Your task -
How many lines in the data below contain the word "Holloway"? State only the number.

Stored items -
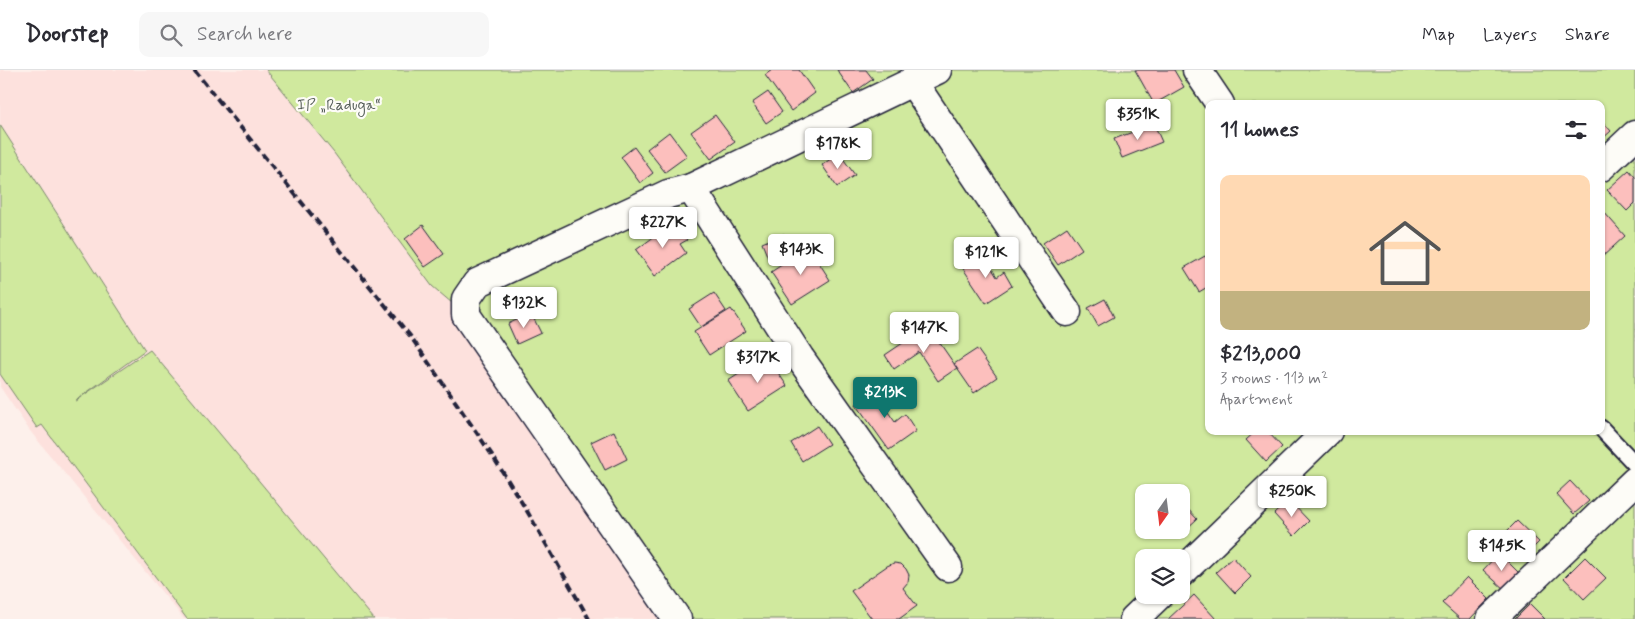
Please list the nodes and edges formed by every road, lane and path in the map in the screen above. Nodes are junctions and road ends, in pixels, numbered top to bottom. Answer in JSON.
{"nodes":[{"id":1,"x":936,"y":70,"type":"edge"},
{"id":2,"x":1198,"y":70,"type":"edge"},
{"id":3,"x":912,"y":81,"type":"junction"},
{"id":4,"x":1217,"y":100,"type":"edge"},
{"id":5,"x":1635,"y":135,"type":"edge"},
{"id":6,"x":1605,"y":164,"type":"edge"},
{"id":7,"x":691,"y":188,"type":"junction"},
{"id":8,"x":1067,"y":312,"type":"dead end"},
{"id":9,"x":1605,"y":432,"type":"edge"},
{"id":10,"x":1324,"y":435,"type":"edge"},
{"id":11,"x":1635,"y":464,"type":"edge"},
{"id":12,"x":1635,"y":481,"type":"edge"},
{"id":13,"x":1190,"y":564,"type":"edge"},
{"id":14,"x":948,"y":567,"type":"dead end"},
{"id":15,"x":1150,"y":604,"type":"edge"},
{"id":16,"x":677,"y":619,"type":"edge"},
{"id":17,"x":1134,"y":619,"type":"edge"},
{"id":18,"x":1492,"y":619,"type":"edge"}],
"edges":[{"from":1,"to":3,"type":"street"},
{"from":2,"to":4,"type":"street"},
{"from":3,"to":7,"type":"street"},
{"from":3,"to":8,"type":"street"},
{"from":5,"to":6,"type":"street"},
{"from":7,"to":14,"type":"street"},
{"from":7,"to":16,"type":"street"},
{"from":9,"to":11,"type":"lane"},
{"from":10,"to":13,"type":"street"},
{"from":12,"to":18,"type":"street"},
{"from":15,"to":17,"type":"street"}]}
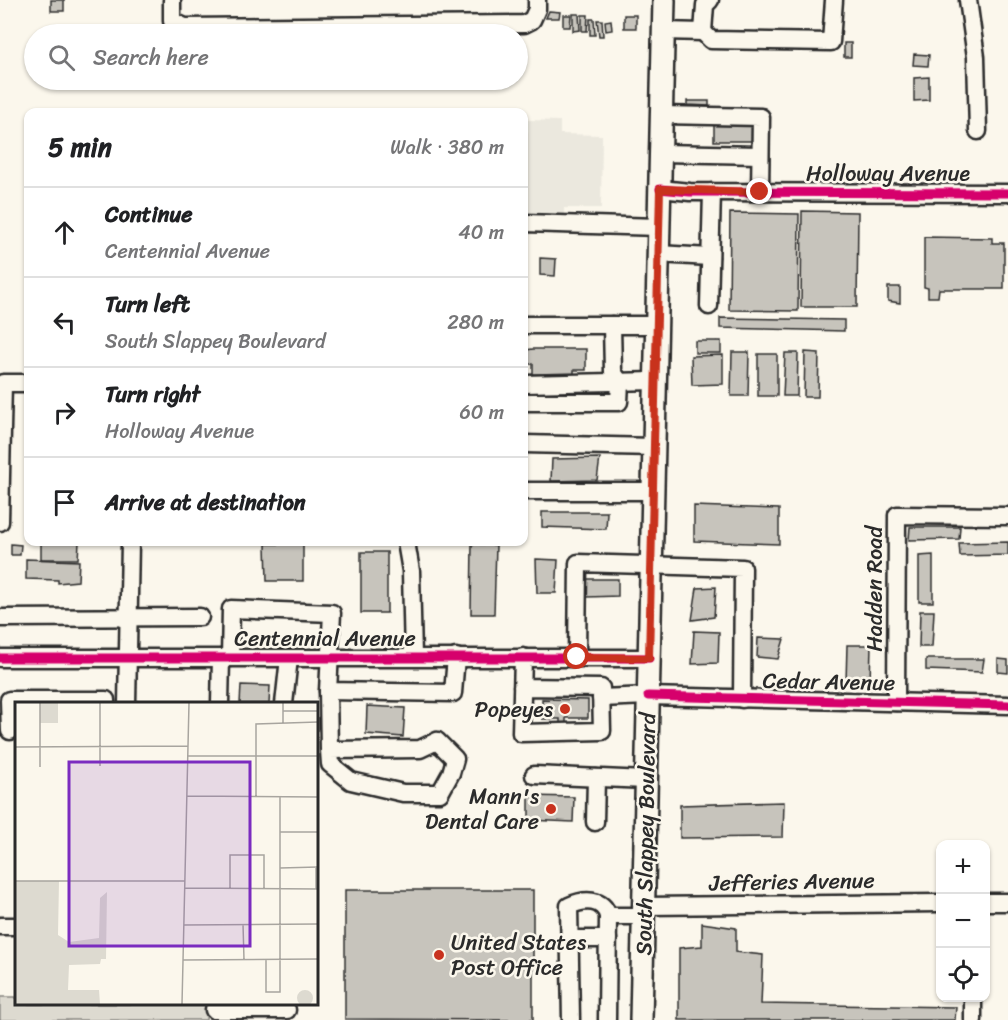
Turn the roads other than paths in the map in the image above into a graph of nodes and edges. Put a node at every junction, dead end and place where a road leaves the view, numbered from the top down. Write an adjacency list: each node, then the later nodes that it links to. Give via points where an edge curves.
1 (172, 0): 7 (street, via 172,21)
2 (537, 0): 8 (street, via 532,20)
3 (664, 0): 9 (main road, South Slappey Boulevard)
4 (710, 0): 10 (street, via 705,5)
5 (834, 0): 10 (street, via 831,42 711,40)
6 (968, 0): 12 (street, via 976,57)
7 (178, 24)
8 (524, 24)
9 (663, 31): 10 (street); 11 (main road, South Slappey Boulevard)
10 (703, 32)
11 (661, 115): 13 (street, via 761,117); 14 (main road, South Slappey Boulevard)
12 (978, 131)
13 (760, 149): 14 (street); 17 (street)
14 (661, 153): 15 (main road, South Slappey Boulevard)
15 (660, 189): 16 (street, Holloway Avenue); 20 (main road, South Slappey Boulevard)
16 (712, 192): 17 (street, Holloway Avenue); 22 (street)
17 (760, 192): 18 (street, Holloway Avenue)
18 (1008, 193)
19 (528, 223): 20 (street)
20 (659, 227): 21 (main road, South Slappey Boulevard)
21 (658, 254): 22 (street); 26 (main road, South Slappey Boulevard)
22 (710, 257): 23 (street)
23 (709, 306)
24 (528, 325): 25 (street)
25 (612, 325): 26 (street); 28 (street, via 613,372)
26 (657, 325): 27 (main road, South Slappey Boulevard)
27 (655, 381): 28 (street); 33 (main road, South Slappey Boulevard)
28 (620, 382): 30 (street); 31 (street, via 619,402)
29 (24, 383): 37 (street, via 3,383)
30 (528, 384)
31 (528, 402)
32 (528, 444): 33 (street)
33 (654, 447): 34 (main road, South Slappey Boulevard)
34 (653, 491): 35 (street); 40 (main road, South Slappey Boulevard)
35 (528, 492)
36 (1008, 516): 63 (street, Hadden Road, via 897,515)
37 (0, 522)
38 (130, 546): 43 (street)
39 (407, 546): 45 (street)
40 (651, 565): 48 (street, via 578,563); 53 (main road, South Slappey Boulevard); 58 (street, via 743,568)
41 (200, 617): 43 (street)
42 (0, 618): 43 (street)
43 (129, 618): 50 (street)
44 (330, 657): 45 (street, Centennial Avenue); 51 (street, via 332,613 231,609); 52 (street, Centennial Avenue); 55 (street)
45 (413, 657): 46 (street, Centennial Avenue)
46 (456, 657): 47 (street, Centennial Avenue); 55 (street, via 453,693)
47 (523, 657): 48 (street, Centennial Avenue); 54 (street)
48 (577, 657): 53 (street, Centennial Avenue)
49 (0, 658): 50 (street, Centennial Avenue)
50 (128, 658): 51 (street, Centennial Avenue); 60 (street)
51 (226, 658): 52 (street, Centennial Avenue); 61 (street)
52 (289, 658): 62 (street)
53 (649, 658): 56 (main road, South Slappey Boulevard)
54 (522, 687): 57 (street, via 601,688); 57 (street, via 521,733 602,731)
55 (328, 691): 66 (street)
56 (648, 696): 57 (street, Cedar Avenue); 58 (street, Cedar Avenue); 69 (main road, South Slappey Boulevard)
57 (601, 698)
58 (742, 699): 63 (street, Cedar Avenue)
59 (106, 702): 65 (street, via 9,700)
60 (127, 702)
61 (220, 702)
62 (284, 702)
63 (896, 702): 64 (street, Cedar Avenue)
64 (1008, 705)
65 (9, 731)
66 (329, 750): 66 (street, via 420,749 437,741 454,759 452,773 440,793 403,793 351,781 330,764)
67 (534, 775): 68 (street)
68 (596, 778): 69 (street); 70 (street)
69 (646, 780): 74 (main road, South Slappey Boulevard)
70 (595, 822)
71 (990, 902): 72 (street)
72 (1008, 902)
73 (936, 903): 74 (street, Jefferies Avenue)
74 (643, 911): 75 (street, Jefferies Avenue); 84 (main road, South Slappey Boulevard)
75 (608, 916): 76 (street, via 596,902 569,906); 77 (street)
76 (569, 939): 77 (street); 82 (street)
77 (608, 939): 83 (street)
78 (973, 1002): 85 (street)
79 (214, 1005): 80 (street, via 214,1010)
80 (252, 1007): 81 (street)
81 (287, 1010)
82 (571, 1020)
83 (607, 1020)
84 (641, 1020)
85 (973, 1020)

Reply -
3